== YOUR TASK ==
Only lines holding the word "than" should be copied from the material.
== SUPPLIED RECORDS ==
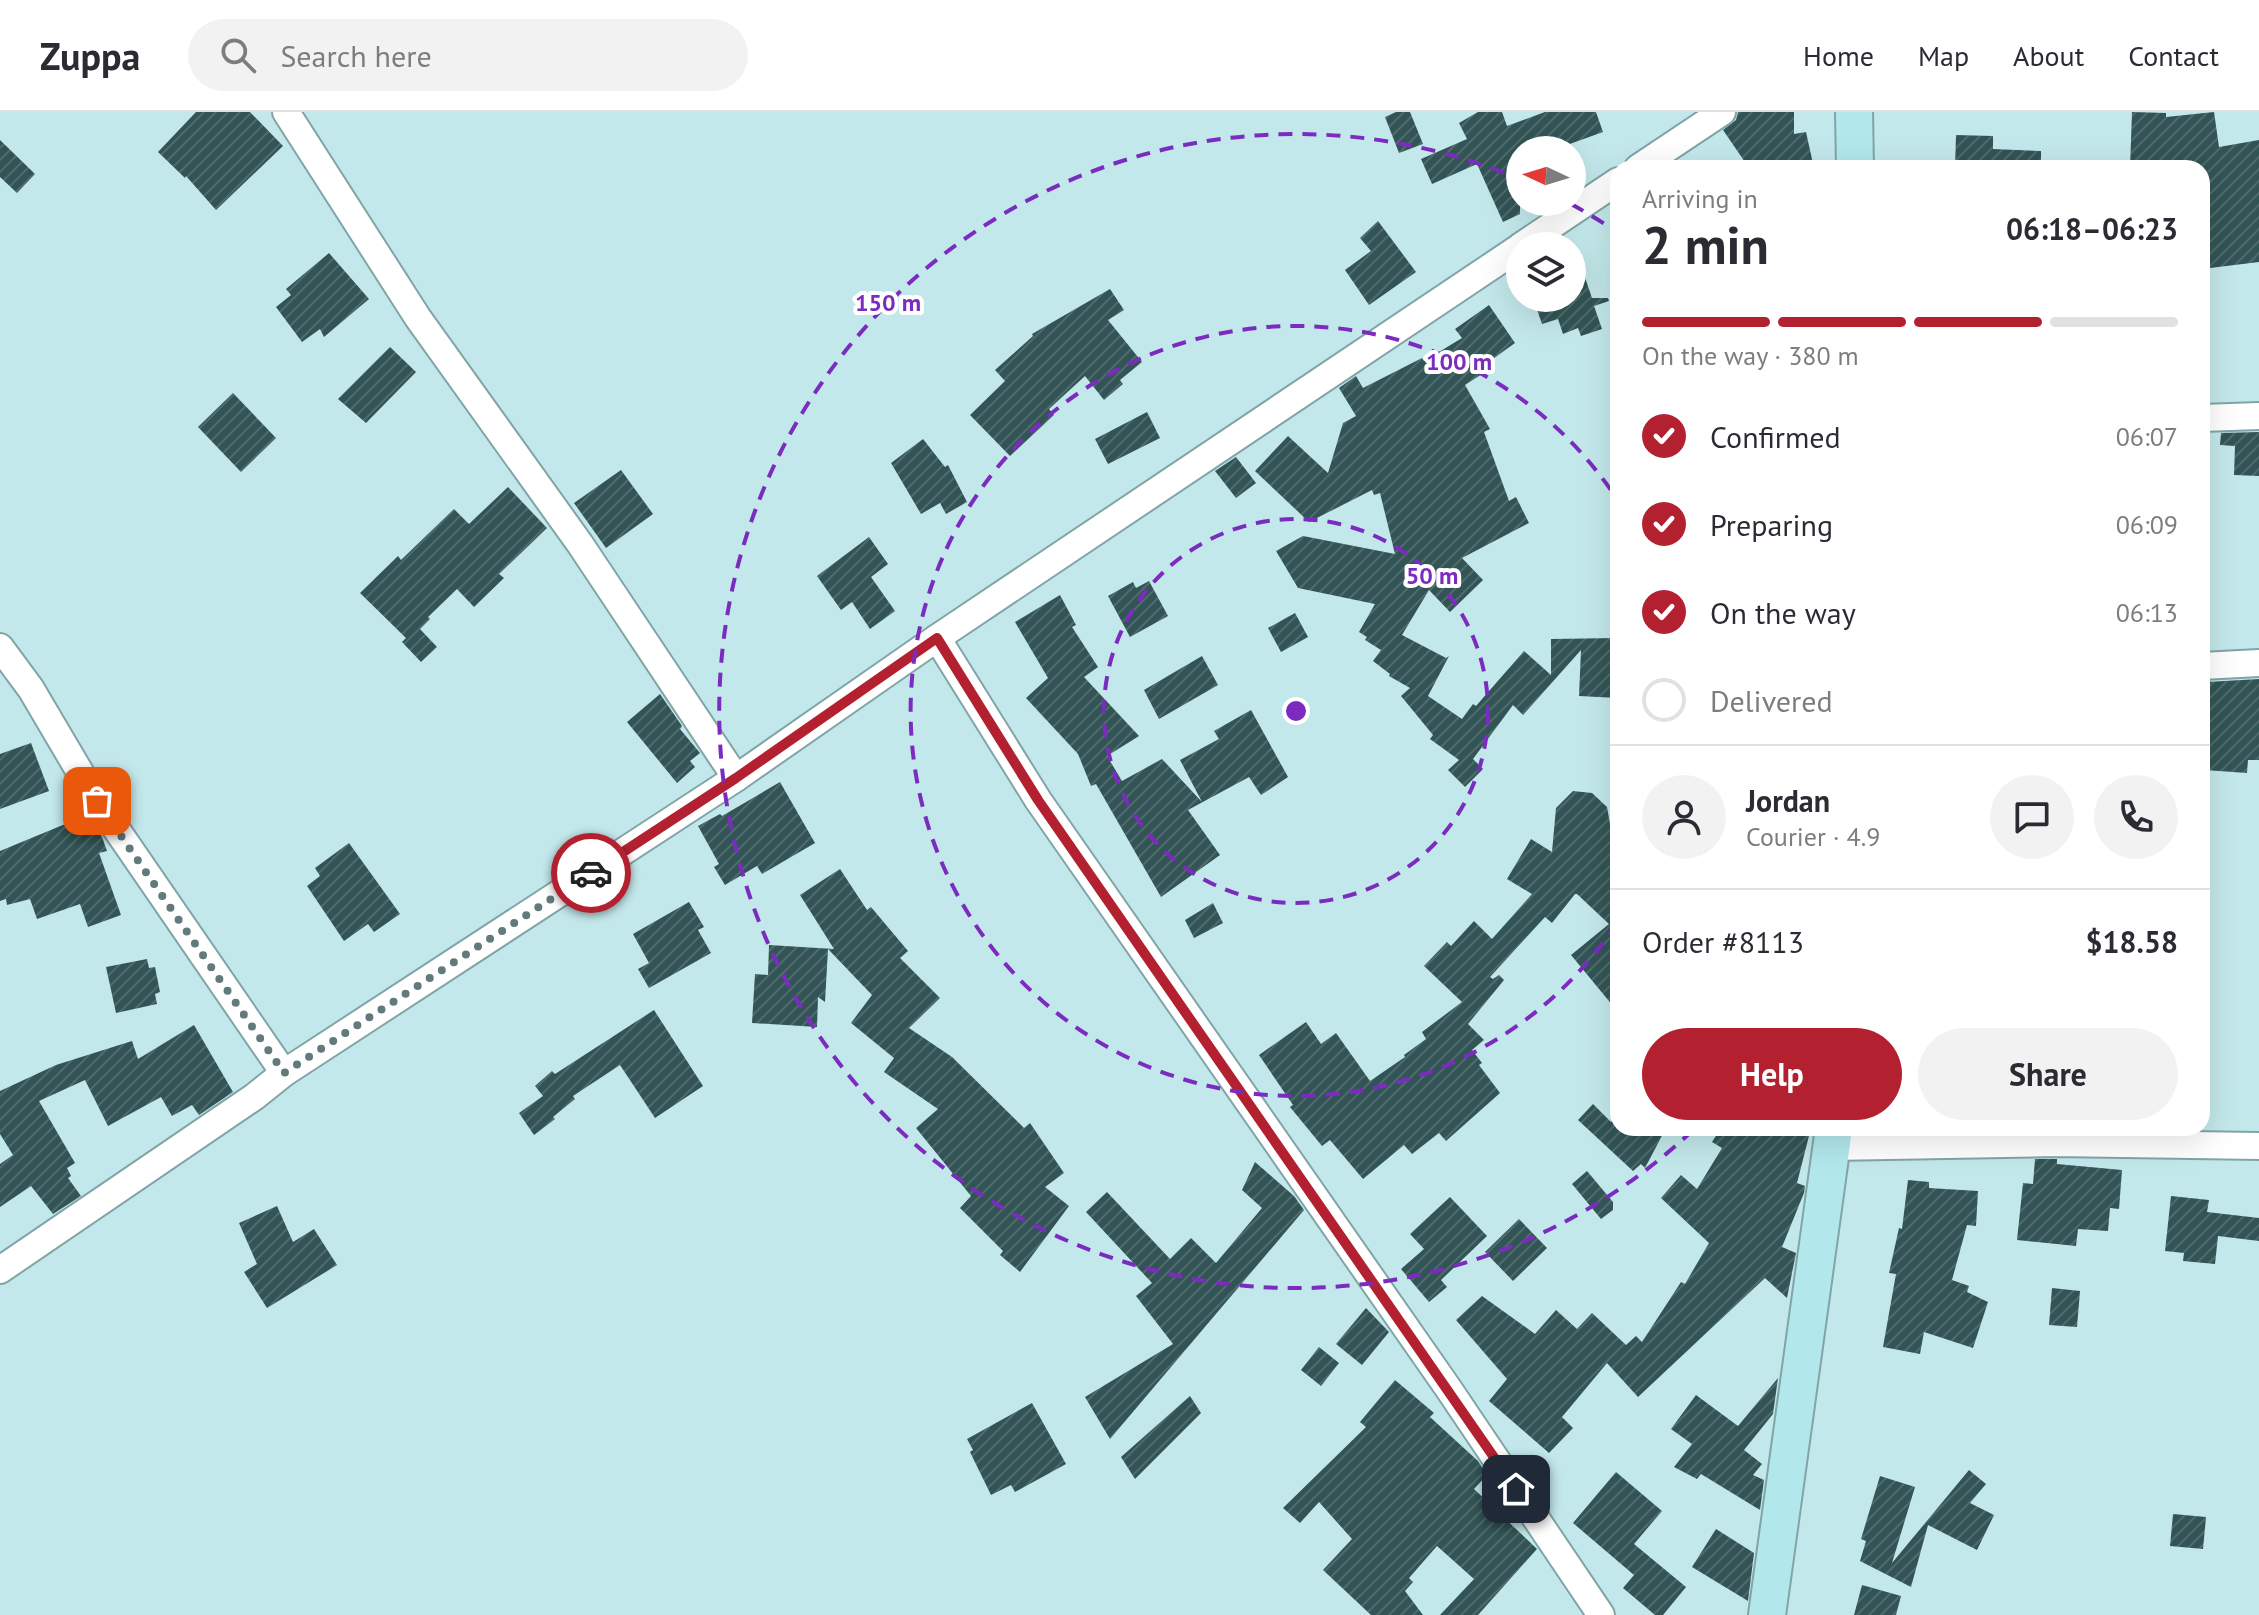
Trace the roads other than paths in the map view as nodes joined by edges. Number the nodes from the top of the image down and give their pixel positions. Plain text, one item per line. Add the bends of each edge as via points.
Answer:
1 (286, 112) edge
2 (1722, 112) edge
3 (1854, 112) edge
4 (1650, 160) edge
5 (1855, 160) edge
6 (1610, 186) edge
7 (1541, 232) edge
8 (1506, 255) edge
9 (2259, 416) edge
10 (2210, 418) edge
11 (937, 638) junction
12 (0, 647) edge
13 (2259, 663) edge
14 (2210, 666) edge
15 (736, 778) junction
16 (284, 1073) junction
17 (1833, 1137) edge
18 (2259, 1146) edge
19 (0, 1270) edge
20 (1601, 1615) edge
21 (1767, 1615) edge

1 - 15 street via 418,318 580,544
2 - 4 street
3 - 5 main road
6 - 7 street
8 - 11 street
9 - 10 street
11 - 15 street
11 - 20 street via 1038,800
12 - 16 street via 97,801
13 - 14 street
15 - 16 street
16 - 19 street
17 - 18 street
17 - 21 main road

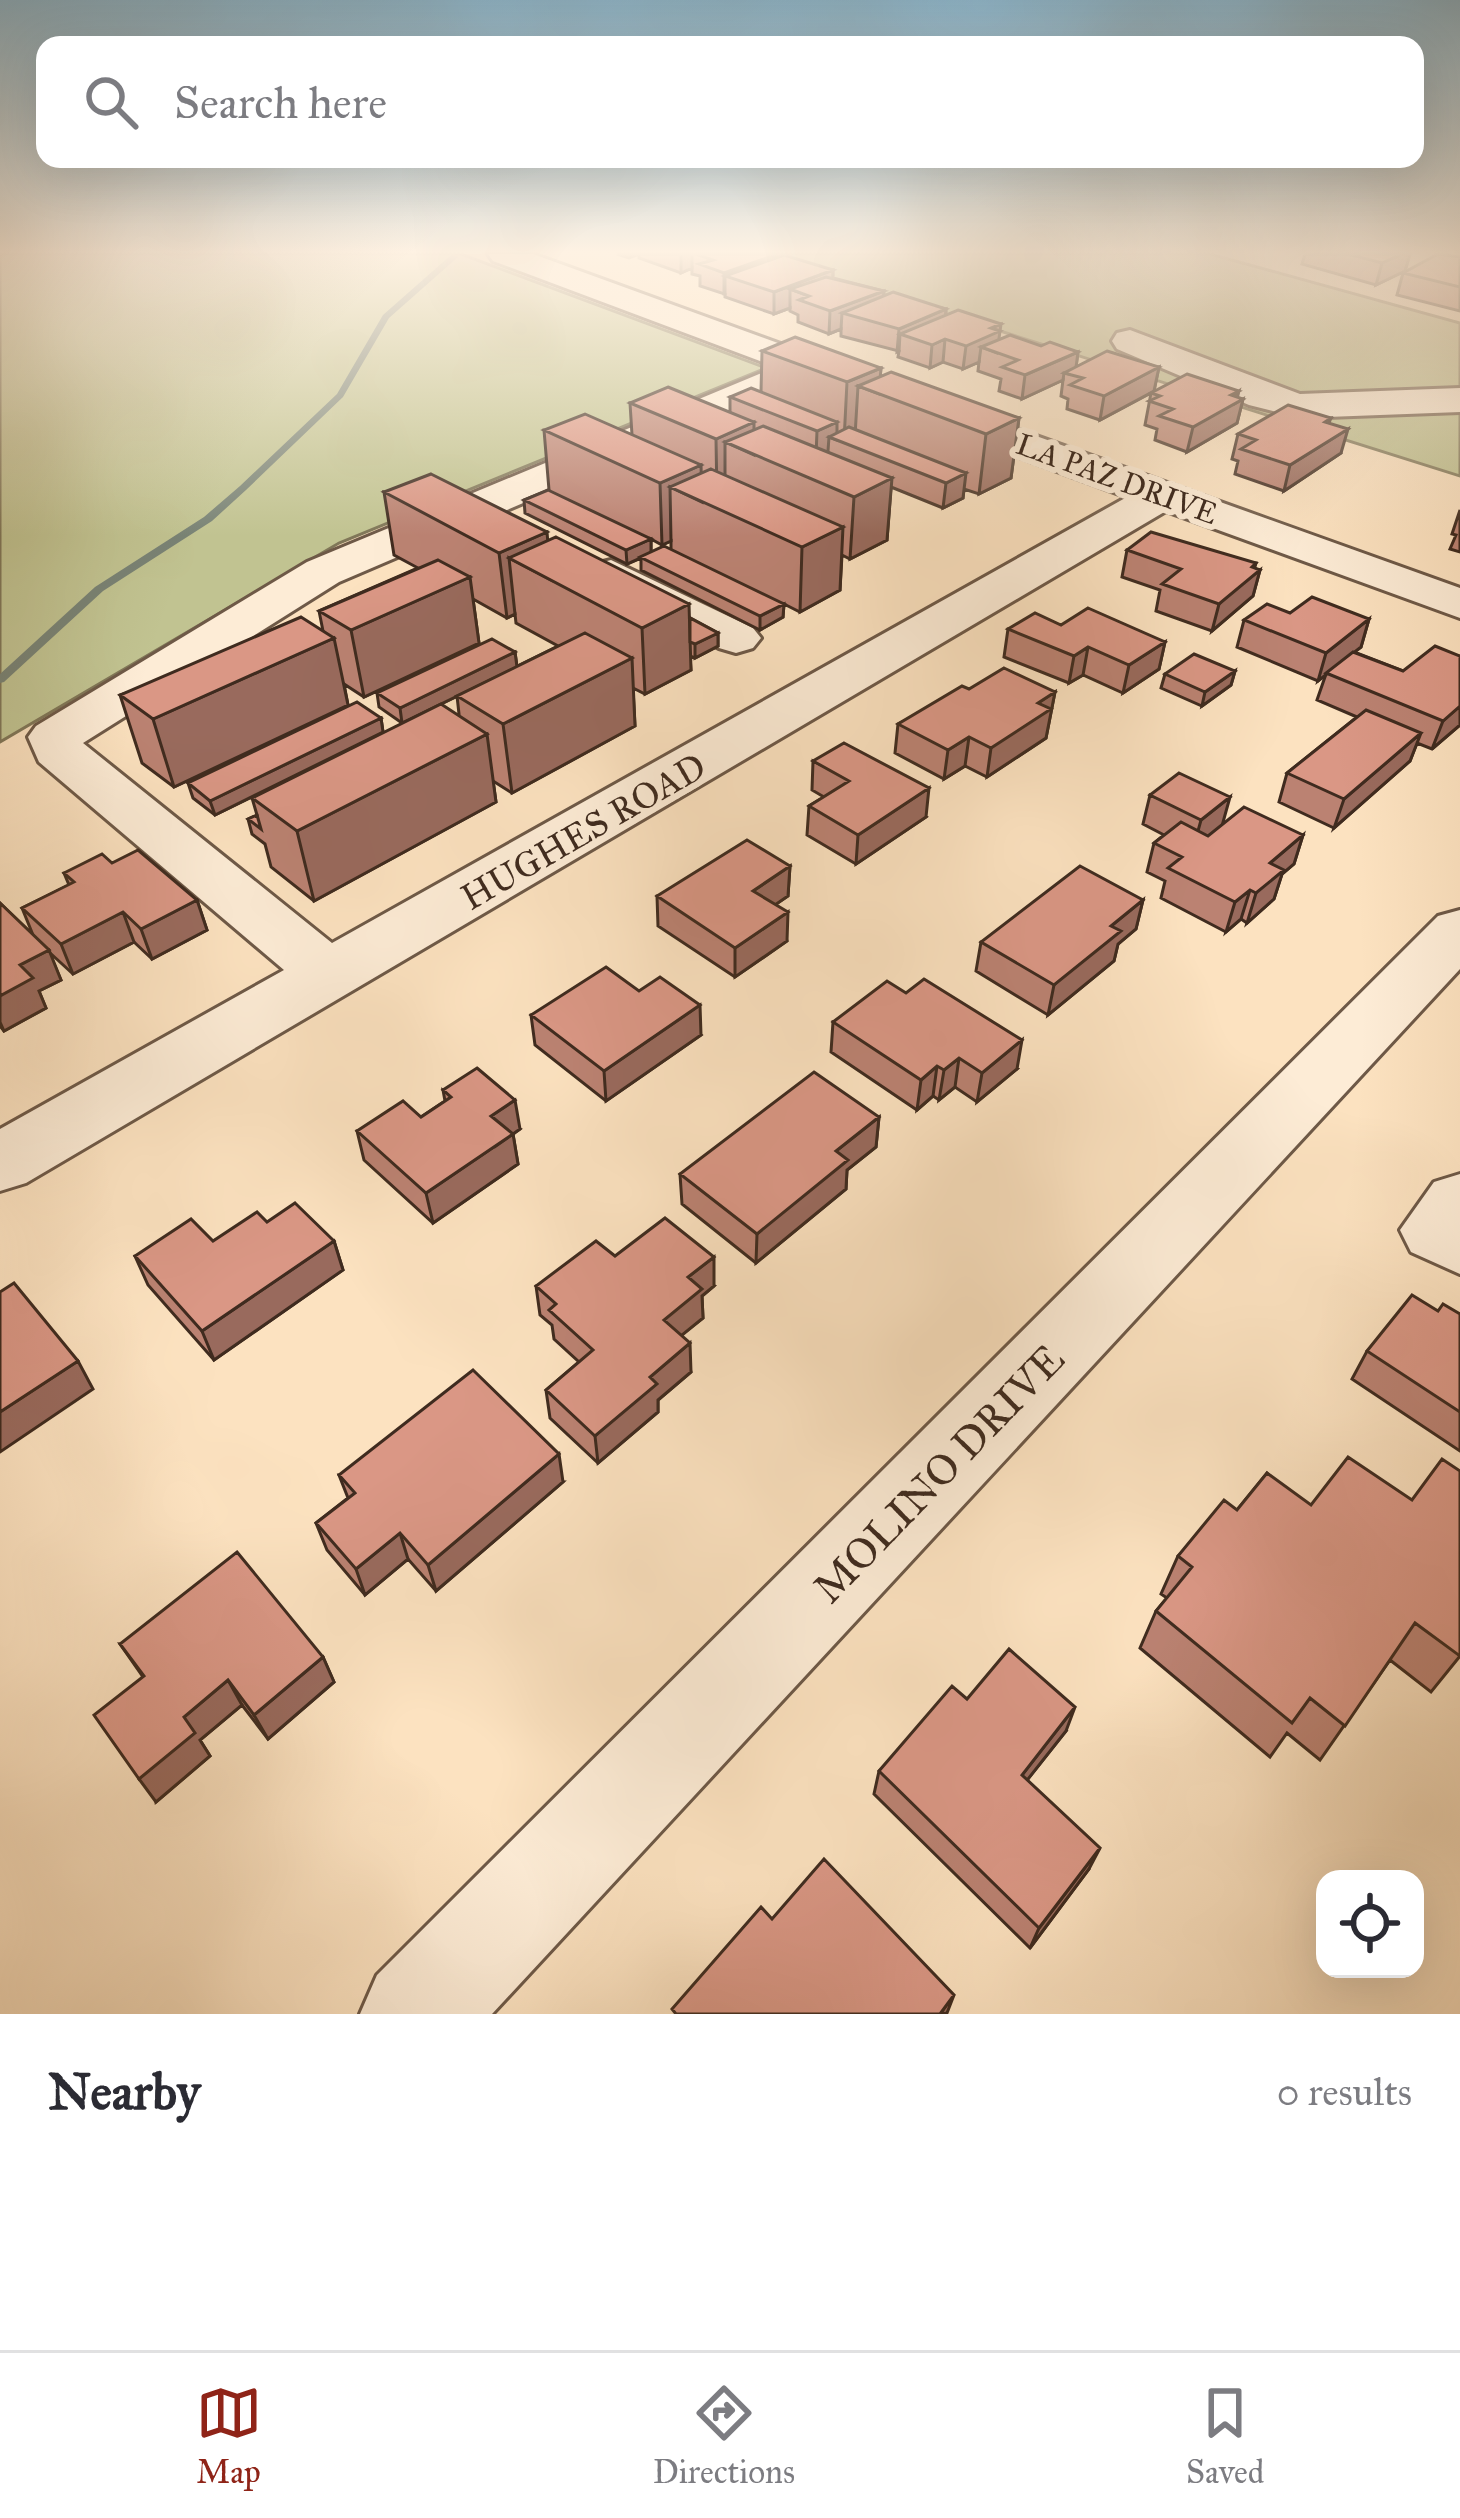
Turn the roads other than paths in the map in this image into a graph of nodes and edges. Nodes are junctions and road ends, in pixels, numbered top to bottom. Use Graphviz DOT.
===
== OUTPUT ==
Trace the roads other than paths in the map view as nodes joined by edges. Number the nodes from the top of the image down and give their pixel positions. Plain text, one item per line. Add the bends of each edge as via points.
Turn the roads other than paths in the map in this image into a graph of nodes and edges. Nodes are junctions and road ends, in pixels, numbered top to bottom. Use Graphviz DOT.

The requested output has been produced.